-- Problem statement --
Pictures excluded, copy all of the data below exactly.

-- Recorded data --
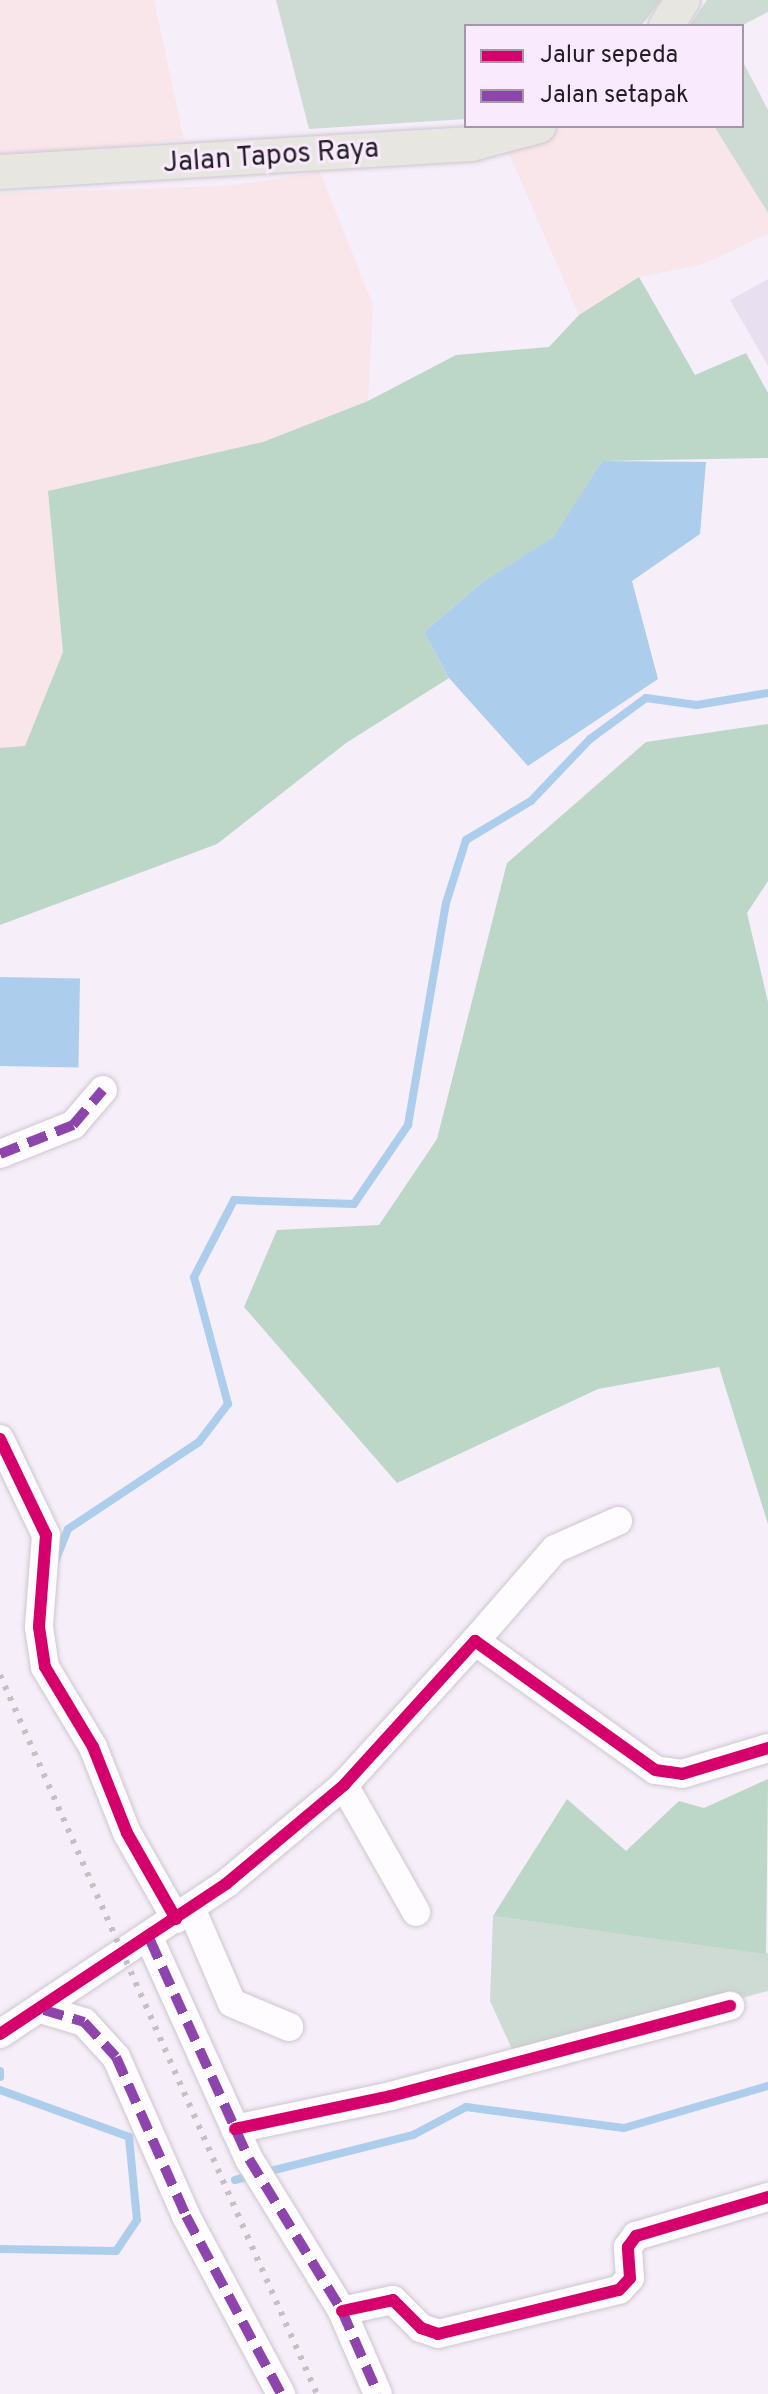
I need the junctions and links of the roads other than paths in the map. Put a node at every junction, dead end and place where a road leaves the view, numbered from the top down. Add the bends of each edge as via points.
1 (683, 0) edge
2 (667, 24) edge
3 (531, 128) edge
4 (0, 172) edge
5 (103, 1090) dead end
6 (0, 1154) edge
7 (0, 1439) edge
8 (618, 1521) dead end
9 (475, 1641) junction
10 (768, 1748) edge
11 (344, 1785) junction
12 (416, 1912) dead end
13 (183, 1914) junction
14 (150, 1940) junction
15 (730, 2006) dead end
16 (44, 2010) junction
17 (289, 2027) dead end
18 (0, 2034) edge
19 (235, 2129) junction
20 (768, 2197) edge
21 (342, 2311) junction
22 (281, 2394) edge
23 (378, 2394) edge

1 - 2 main road
3 - 4 main road, Jalan Tapos Raya via 471,144
5 - 6 street via 73,1125
7 - 13 street via 43,1523 40,1597 45,1667 93,1747 127,1833
8 - 9 street via 565,1540
9 - 10 street via 655,1770 682,1774
9 - 11 street
11 - 12 street
11 - 13 street
13 - 14 street
13 - 17 street via 232,2003
14 - 16 street
14 - 19 street
15 - 19 street via 391,2096
16 - 18 street
16 - 22 street via 84,2022 116,2057 186,2216
19 - 21 street via 277,2209
20 - 21 street via 636,2236 628,2247 630,2278 619,2290 438,2334 421,2328 393,2300
21 - 23 street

-- Solution to this problem --
I need the junctions and links of the roads other than paths in the map. Put a node at every junction, dead end and place where a road leaves the view, numbered from the top down. Add the bends of each edge as via points.
1 (683, 0) edge
2 (667, 24) edge
3 (531, 128) edge
4 (0, 172) edge
5 (103, 1090) dead end
6 (0, 1154) edge
7 (0, 1439) edge
8 (618, 1521) dead end
9 (475, 1641) junction
10 (768, 1748) edge
11 (344, 1785) junction
12 (416, 1912) dead end
13 (183, 1914) junction
14 (150, 1940) junction
15 (730, 2006) dead end
16 (44, 2010) junction
17 (289, 2027) dead end
18 (0, 2034) edge
19 (235, 2129) junction
20 (768, 2197) edge
21 (342, 2311) junction
22 (281, 2394) edge
23 (378, 2394) edge

1 - 2 main road
3 - 4 main road, Jalan Tapos Raya via 471,144
5 - 6 street via 73,1125
7 - 13 street via 43,1523 40,1597 45,1667 93,1747 127,1833
8 - 9 street via 565,1540
9 - 10 street via 655,1770 682,1774
9 - 11 street
11 - 12 street
11 - 13 street
13 - 14 street
13 - 17 street via 232,2003
14 - 16 street
14 - 19 street
15 - 19 street via 391,2096
16 - 18 street
16 - 22 street via 84,2022 116,2057 186,2216
19 - 21 street via 277,2209
20 - 21 street via 636,2236 628,2247 630,2278 619,2290 438,2334 421,2328 393,2300
21 - 23 street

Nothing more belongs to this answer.